» EXERCISE:
With nothing left out, give the data back exactly.

» SOURCE DATA:

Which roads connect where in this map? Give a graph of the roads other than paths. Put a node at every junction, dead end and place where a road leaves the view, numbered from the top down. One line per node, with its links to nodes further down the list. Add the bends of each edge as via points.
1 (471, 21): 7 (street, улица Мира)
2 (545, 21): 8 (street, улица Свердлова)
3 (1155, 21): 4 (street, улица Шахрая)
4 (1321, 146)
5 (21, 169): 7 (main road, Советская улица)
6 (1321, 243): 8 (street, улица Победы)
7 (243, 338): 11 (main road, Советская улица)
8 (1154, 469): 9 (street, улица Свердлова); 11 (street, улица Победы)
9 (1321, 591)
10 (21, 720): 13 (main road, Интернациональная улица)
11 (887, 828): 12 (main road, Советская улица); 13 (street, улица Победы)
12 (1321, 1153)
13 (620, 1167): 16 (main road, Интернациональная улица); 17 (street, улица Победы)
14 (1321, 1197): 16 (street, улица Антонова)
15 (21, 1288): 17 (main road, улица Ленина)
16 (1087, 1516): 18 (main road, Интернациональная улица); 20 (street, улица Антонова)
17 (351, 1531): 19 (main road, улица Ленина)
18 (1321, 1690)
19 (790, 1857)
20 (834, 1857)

» SOLVED EXERCISE:
Which roads connect where in this map? Give a graph of the roads other than paths. Put a node at every junction, dead end and place where a road leaves the view, numbered from the top down. One line per node, with its links to nodes further down the list. Add the bends of each edge as via points.
1 (471, 21): 7 (street, улица Мира)
2 (545, 21): 8 (street, улица Свердлова)
3 (1155, 21): 4 (street, улица Шахрая)
4 (1321, 146)
5 (21, 169): 7 (main road, Советская улица)
6 (1321, 243): 8 (street, улица Победы)
7 (243, 338): 11 (main road, Советская улица)
8 (1154, 469): 9 (street, улица Свердлова); 11 (street, улица Победы)
9 (1321, 591)
10 (21, 720): 13 (main road, Интернациональная улица)
11 (887, 828): 12 (main road, Советская улица); 13 (street, улица Победы)
12 (1321, 1153)
13 (620, 1167): 16 (main road, Интернациональная улица); 17 (street, улица Победы)
14 (1321, 1197): 16 (street, улица Антонова)
15 (21, 1288): 17 (main road, улица Ленина)
16 (1087, 1516): 18 (main road, Интернациональная улица); 20 (street, улица Антонова)
17 (351, 1531): 19 (main road, улица Ленина)
18 (1321, 1690)
19 (790, 1857)
20 (834, 1857)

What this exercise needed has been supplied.